[[ RECORDS SHOWN, beginning ]]

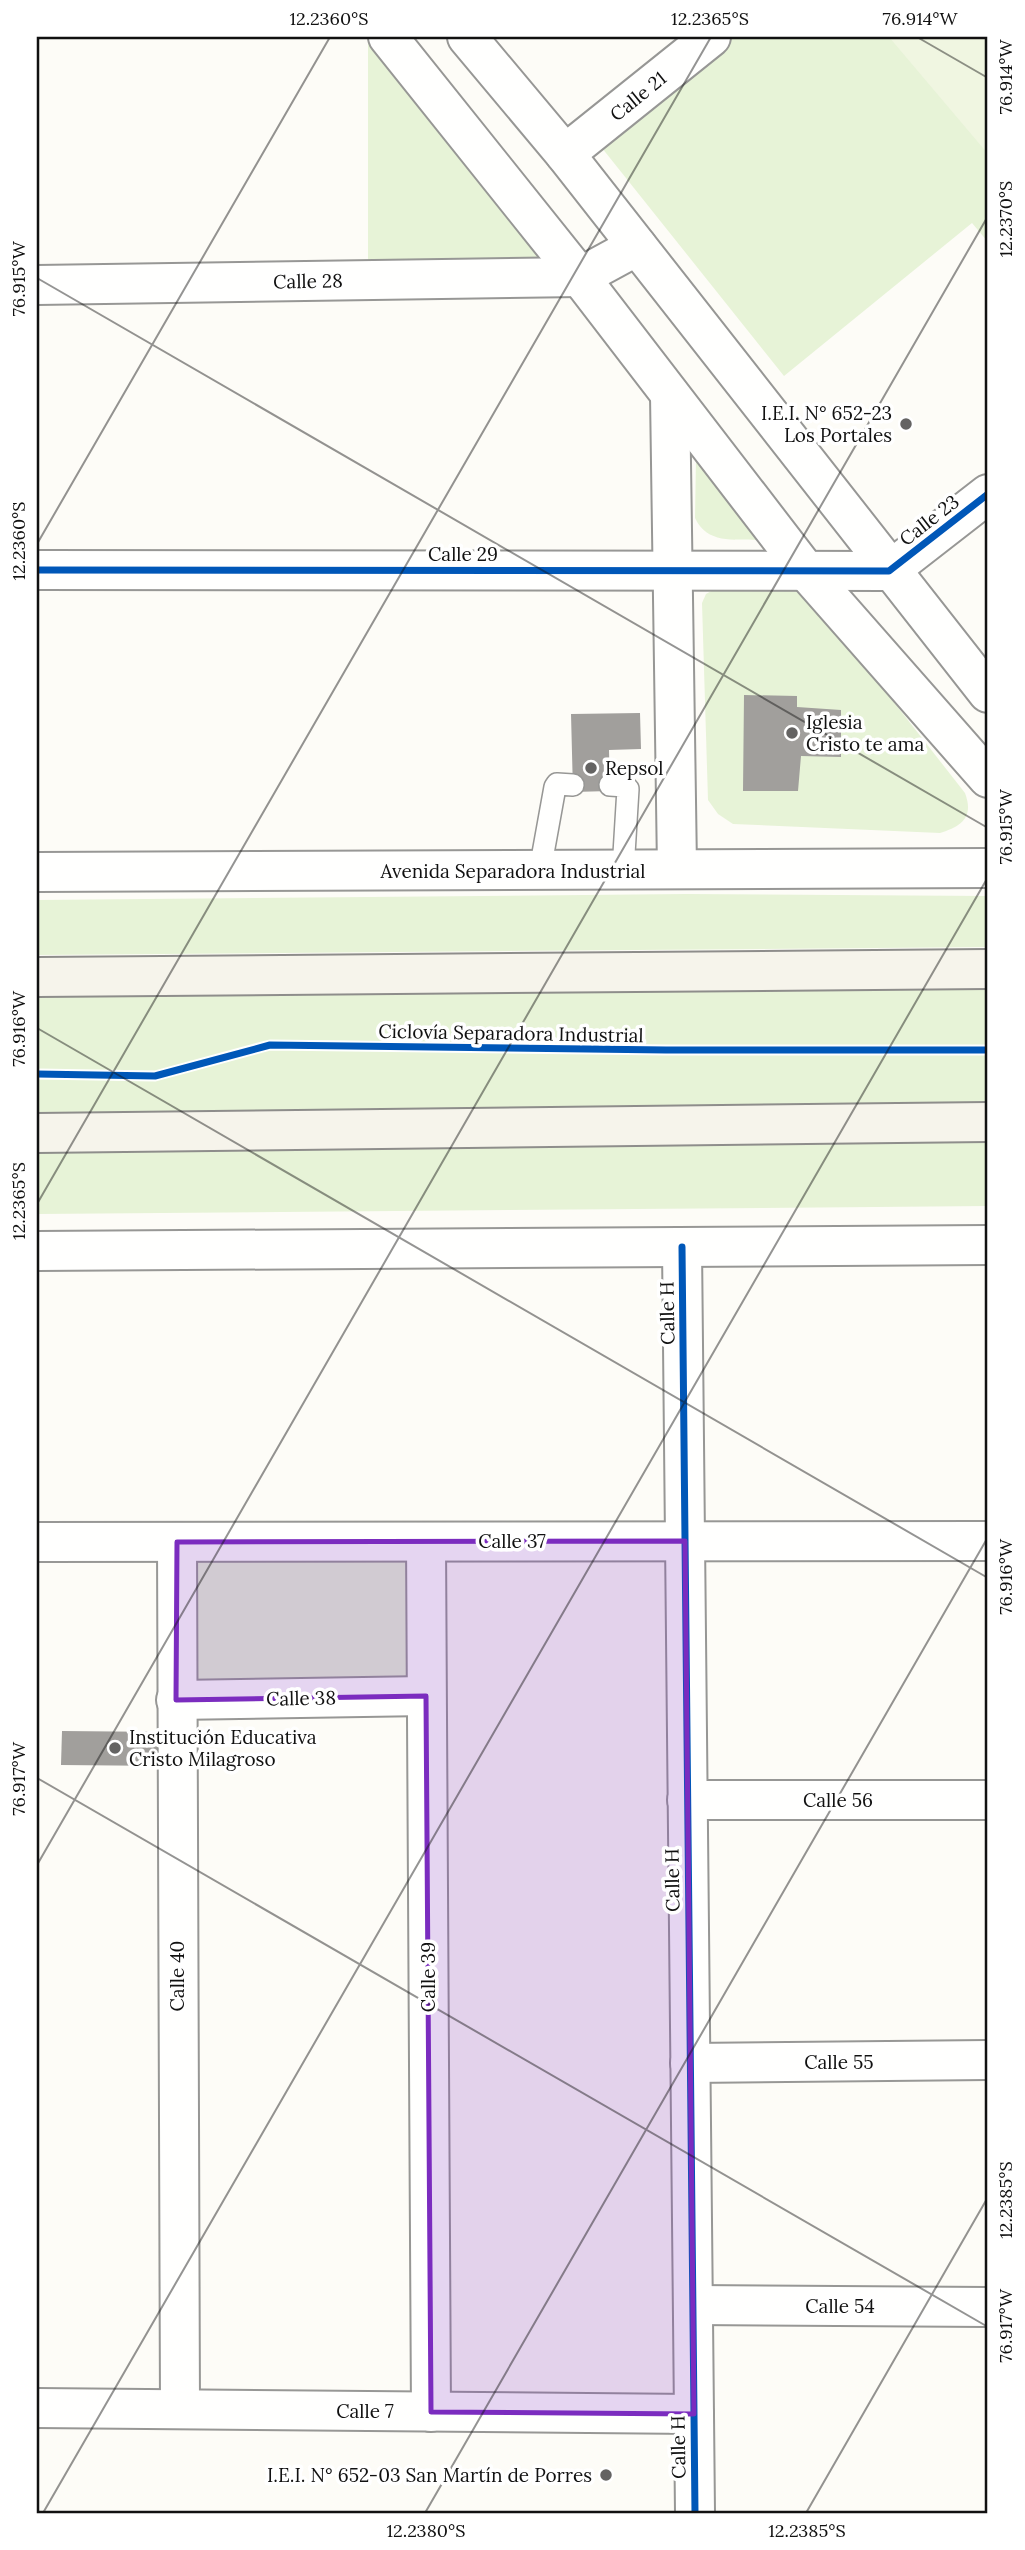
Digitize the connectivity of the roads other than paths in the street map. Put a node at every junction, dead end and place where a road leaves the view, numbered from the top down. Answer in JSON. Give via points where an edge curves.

[[ RECORDS SHOWN, end ]]
[[ RECORDS SHOWN, beginning ]]

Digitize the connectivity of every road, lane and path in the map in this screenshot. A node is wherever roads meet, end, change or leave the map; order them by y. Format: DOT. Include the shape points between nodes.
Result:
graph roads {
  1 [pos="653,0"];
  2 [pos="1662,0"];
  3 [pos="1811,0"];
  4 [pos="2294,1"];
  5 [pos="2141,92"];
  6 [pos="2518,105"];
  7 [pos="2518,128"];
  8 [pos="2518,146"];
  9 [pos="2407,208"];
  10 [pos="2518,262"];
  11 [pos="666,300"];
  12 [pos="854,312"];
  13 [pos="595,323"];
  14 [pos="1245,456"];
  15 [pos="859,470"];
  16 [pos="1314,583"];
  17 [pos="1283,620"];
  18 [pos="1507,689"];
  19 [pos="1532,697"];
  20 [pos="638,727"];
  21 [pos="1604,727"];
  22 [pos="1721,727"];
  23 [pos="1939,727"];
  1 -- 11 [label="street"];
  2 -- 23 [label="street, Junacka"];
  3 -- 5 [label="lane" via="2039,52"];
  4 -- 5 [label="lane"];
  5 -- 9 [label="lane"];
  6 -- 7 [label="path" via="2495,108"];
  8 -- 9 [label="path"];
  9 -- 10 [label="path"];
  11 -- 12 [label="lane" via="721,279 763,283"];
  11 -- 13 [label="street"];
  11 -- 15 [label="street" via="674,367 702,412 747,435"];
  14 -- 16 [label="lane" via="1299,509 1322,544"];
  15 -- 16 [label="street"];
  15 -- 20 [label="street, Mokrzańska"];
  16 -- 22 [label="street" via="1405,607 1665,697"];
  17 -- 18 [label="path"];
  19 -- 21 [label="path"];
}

[[ RECORDS SHOWN, end ]]

- AIM OF THE TASK
Report how many lines of the entries hold the word "node". Nothing else is needed.

- WRITTEN ANSWER
2